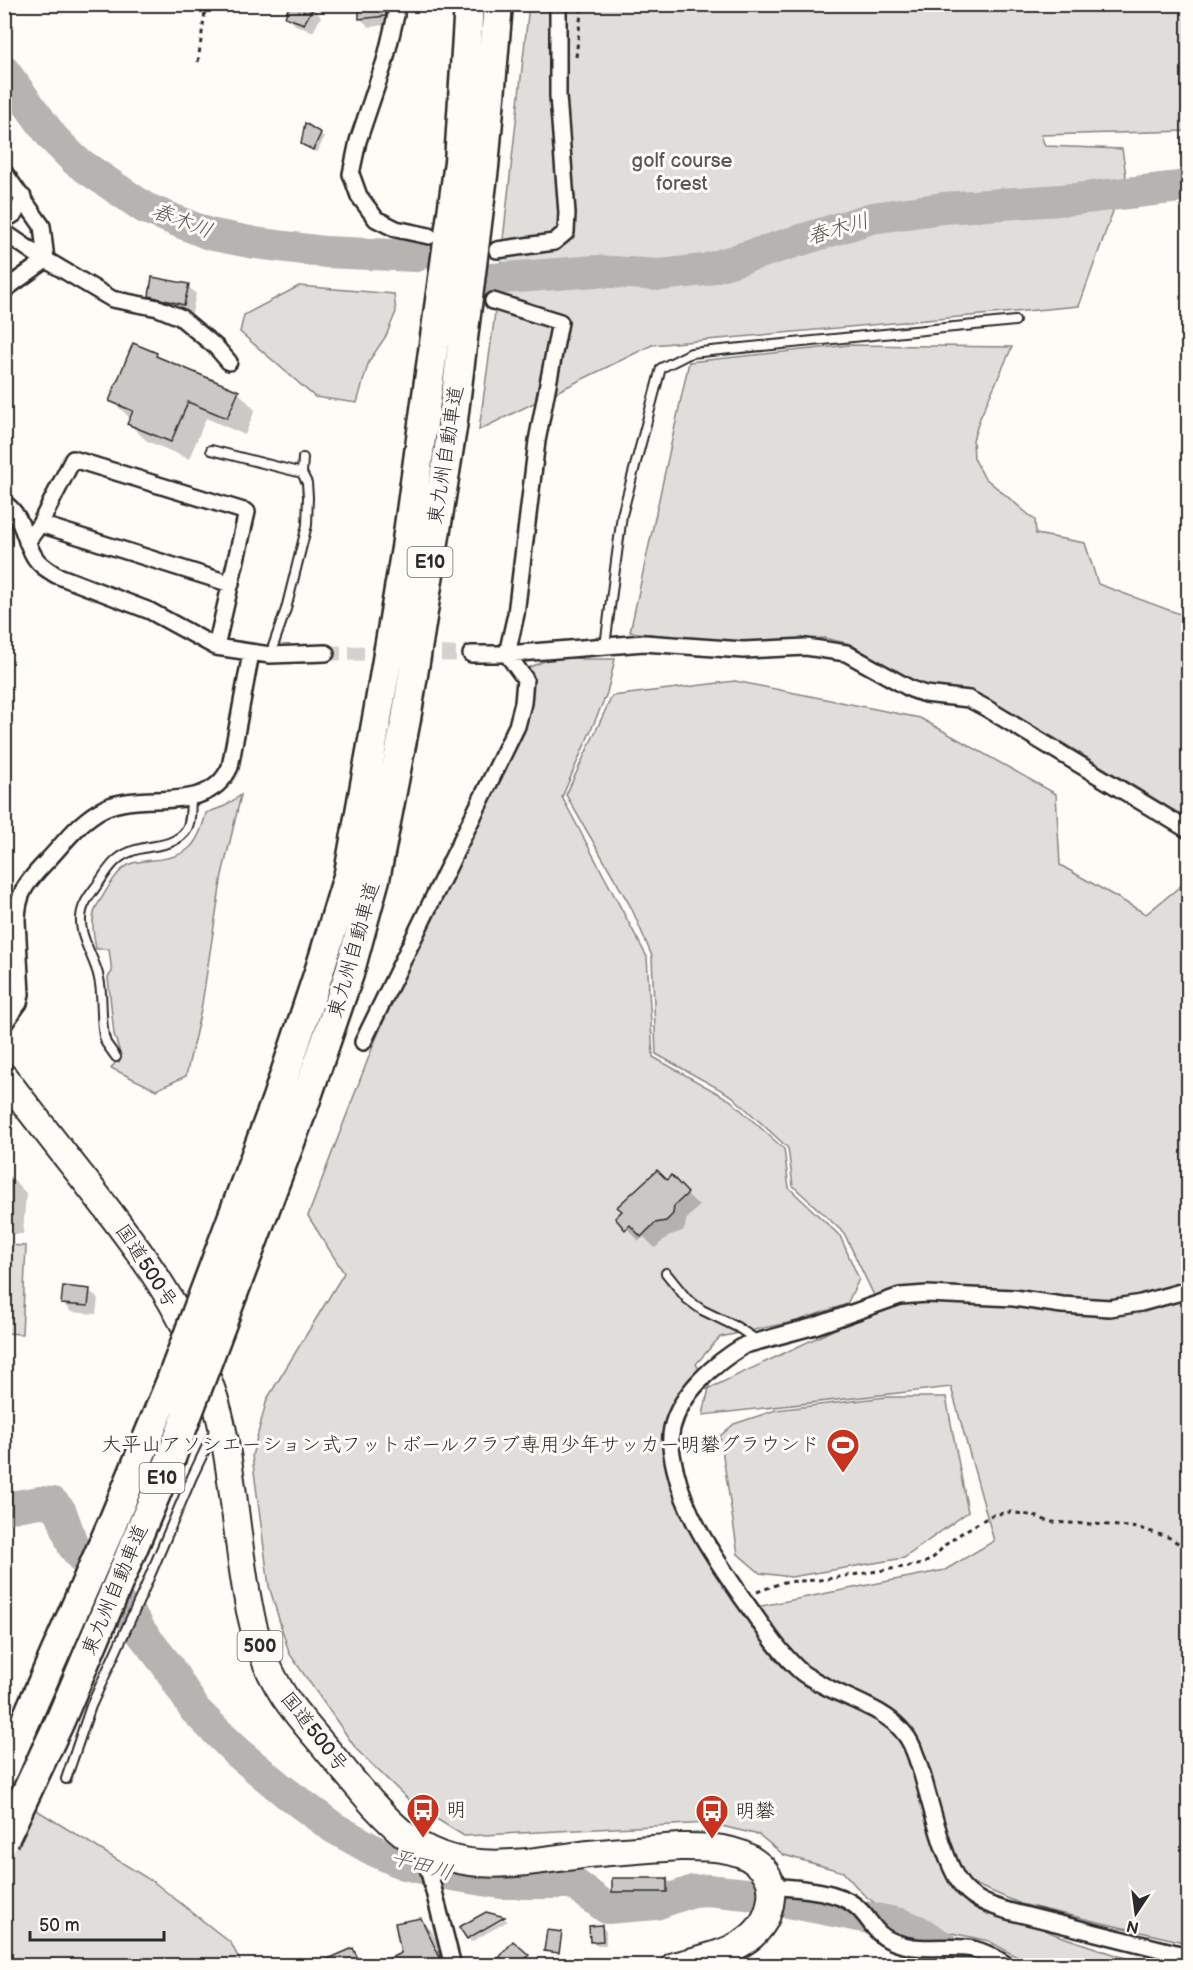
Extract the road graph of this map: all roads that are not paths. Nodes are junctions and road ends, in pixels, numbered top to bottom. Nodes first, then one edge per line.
1 (395, 4) edge
2 (469, 4) edge
3 (498, 4) edge
4 (558, 4) edge
5 (4, 172) edge
6 (23, 197) junction
7 (4, 218) edge
8 (4, 232) edge
9 (429, 236) dead end
10 (497, 250) dead end
11 (46, 260) junction
12 (4, 290) edge
13 (493, 302) dead end
14 (1015, 321) dead end
15 (229, 362) dead end
16 (211, 450) dead end
17 (303, 458) dead end
18 (302, 473) junction
19 (4, 503) edge
20 (40, 524) junction
21 (27, 542) junction
22 (231, 584) junction
23 (216, 647) junction
24 (604, 647) junction
25 (250, 653) junction
26 (326, 653) tunnel mouth
27 (471, 654) tunnel mouth
28 (507, 654) junction
29 (270, 655) junction
30 (191, 797) junction
31 (1188, 830) edge
32 (4, 1024) edge
33 (363, 1042) dead end
34 (116, 1056) dead end
35 (4, 1077) edge
36 (666, 1273) dead end
37 (1188, 1290) edge
38 (758, 1341) junction
39 (220, 1420) junction
40 (4, 1770) edge
41 (66, 1779) dead end
42 (4, 1840) edge
43 (430, 1855) junction
44 (771, 1898) junction
45 (1188, 1956) edge
46 (453, 1965) edge
47 (674, 1965) edge
48 (1008, 1965) edge

1 - 9 street
2 - 40 highway, 東九州自動車道 / E10, bridge
3 - 42 highway, 東九州自動車道 / E10, bridge
4 - 10 street
5 - 6 street
6 - 7 street
6 - 11 street
8 - 11 street
11 - 12 street
11 - 15 street
13 - 28 street
14 - 24 lane
16 - 18 lane
17 - 18 lane
18 - 29 lane
19 - 21 street
20 - 21 street
20 - 22 street
20 - 22 street
21 - 23 street
22 - 23 street
23 - 25 street
24 - 28 street
24 - 31 street
25 - 29 street
25 - 30 street
26 - 29 street
27 - 28 street
28 - 33 street
30 - 32 street
30 - 34 lane
35 - 39 highway, 国道500号 / 500
36 - 38 lane
37 - 38 street
38 - 45 street
39 - 41 lane
39 - 43 highway, 国道500号 / 500
43 - 44 highway, 国道500号 / 500
43 - 46 street
44 - 47 highway
44 - 48 street

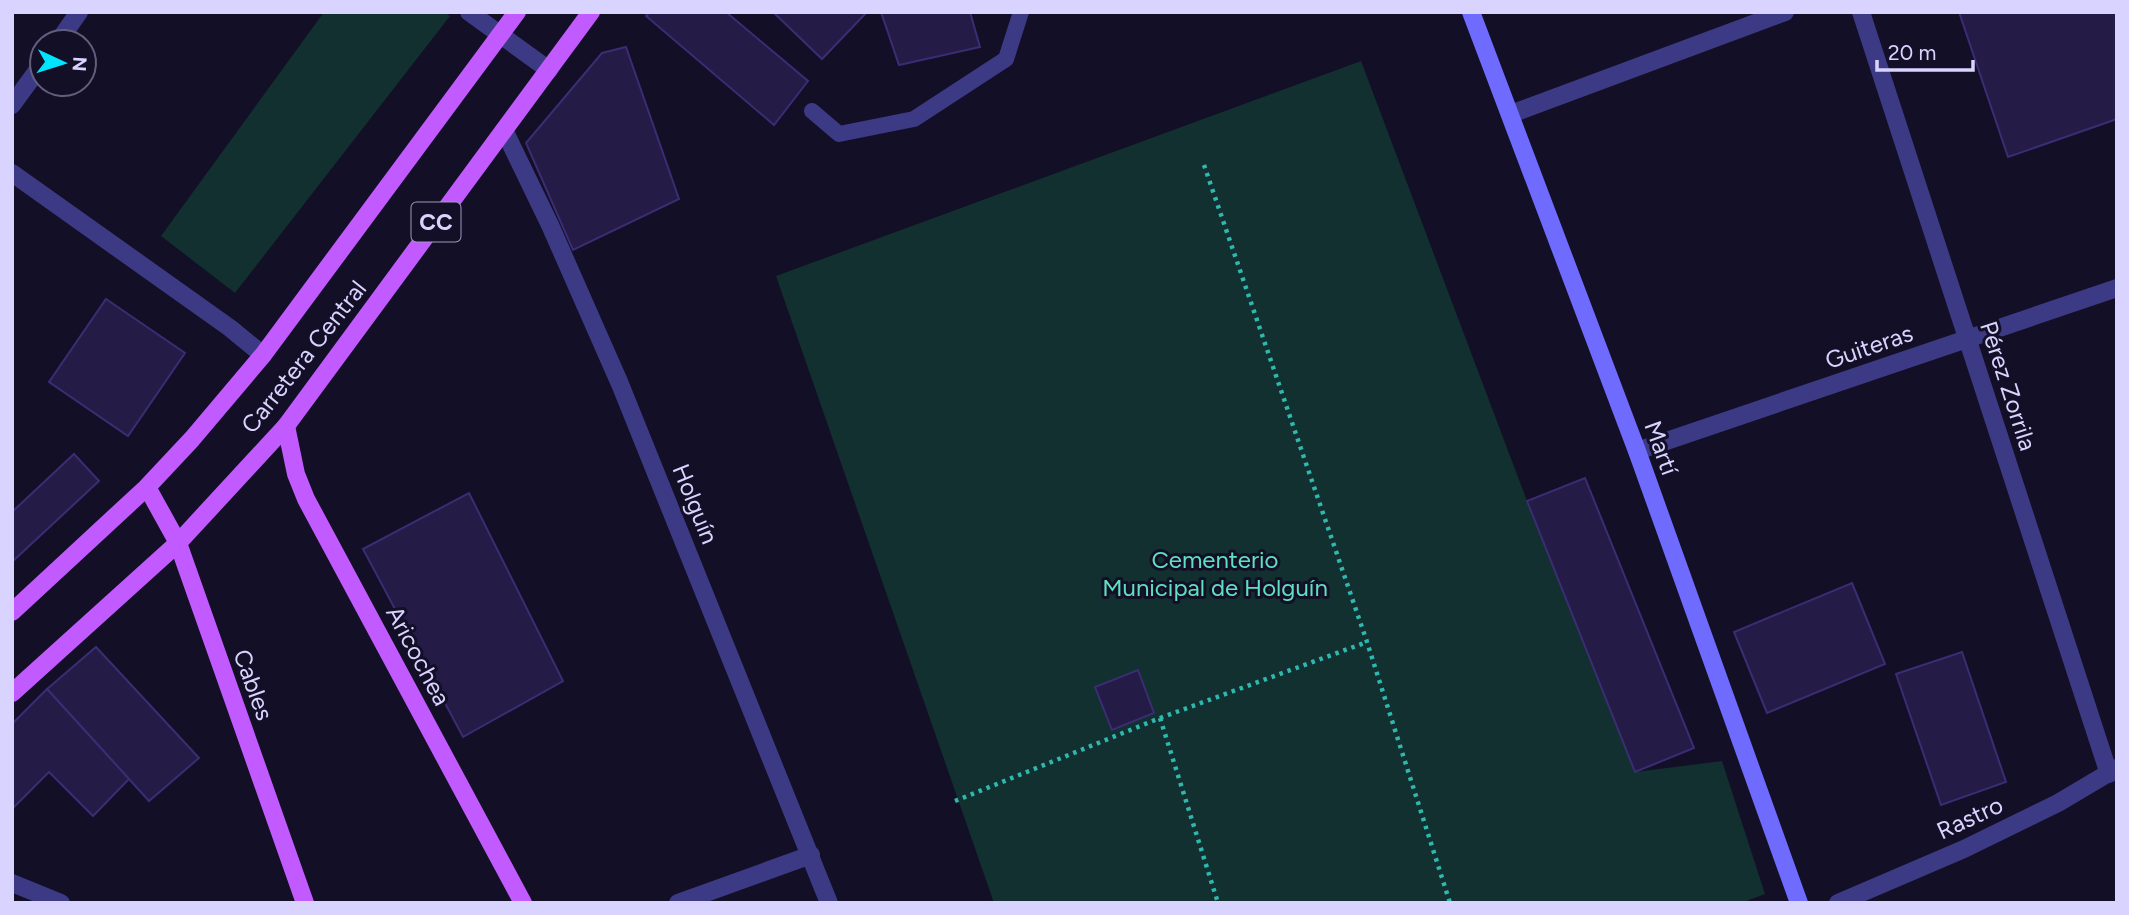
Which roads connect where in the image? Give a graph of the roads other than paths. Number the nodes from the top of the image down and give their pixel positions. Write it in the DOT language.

EXERCISE DIRECTIONS
Transcribe the material above in full. No picture is to be copied.

OUTPUT FOR THIS TASK
Extract the road graph of this map: all roads that are not paths. Nodes are junctions and road ends, in pixels, numbered top to bottom. Nodes first, then one edge per line.
1 (395, 4) edge
2 (469, 4) edge
3 (498, 4) edge
4 (558, 4) edge
5 (4, 172) edge
6 (23, 197) junction
7 (4, 218) edge
8 (4, 232) edge
9 (429, 236) dead end
10 (497, 250) dead end
11 (46, 260) junction
12 (4, 290) edge
13 (493, 302) dead end
14 (1015, 321) dead end
15 (229, 362) dead end
16 (211, 450) dead end
17 (303, 458) dead end
18 (302, 473) junction
19 (4, 503) edge
20 (40, 524) junction
21 (27, 542) junction
22 (231, 584) junction
23 (216, 647) junction
24 (604, 647) junction
25 (250, 653) junction
26 (326, 653) tunnel mouth
27 (471, 654) tunnel mouth
28 (507, 654) junction
29 (270, 655) junction
30 (191, 797) junction
31 (1188, 830) edge
32 (4, 1024) edge
33 (363, 1042) dead end
34 (116, 1056) dead end
35 (4, 1077) edge
36 (666, 1273) dead end
37 (1188, 1290) edge
38 (758, 1341) junction
39 (220, 1420) junction
40 (4, 1770) edge
41 (66, 1779) dead end
42 (4, 1840) edge
43 (430, 1855) junction
44 (771, 1898) junction
45 (1188, 1956) edge
46 (453, 1965) edge
47 (674, 1965) edge
48 (1008, 1965) edge

1 - 9 street
2 - 40 highway, 東九州自動車道 / E10, bridge
3 - 42 highway, 東九州自動車道 / E10, bridge
4 - 10 street
5 - 6 street
6 - 7 street
6 - 11 street
8 - 11 street
11 - 12 street
11 - 15 street
13 - 28 street
14 - 24 lane
16 - 18 lane
17 - 18 lane
18 - 29 lane
19 - 21 street
20 - 21 street
20 - 22 street
20 - 22 street
21 - 23 street
22 - 23 street
23 - 25 street
24 - 28 street
24 - 31 street
25 - 29 street
25 - 30 street
26 - 29 street
27 - 28 street
28 - 33 street
30 - 32 street
30 - 34 lane
35 - 39 highway, 国道500号 / 500
36 - 38 lane
37 - 38 street
38 - 45 street
39 - 41 lane
39 - 43 highway, 国道500号 / 500
43 - 44 highway, 国道500号 / 500
43 - 46 street
44 - 47 highway
44 - 48 street

Which roads connect where in the image? Give a graph of the roads other than paths. Number the nodes from the top of the image down and give their pixel positions. Write it in the DOT language.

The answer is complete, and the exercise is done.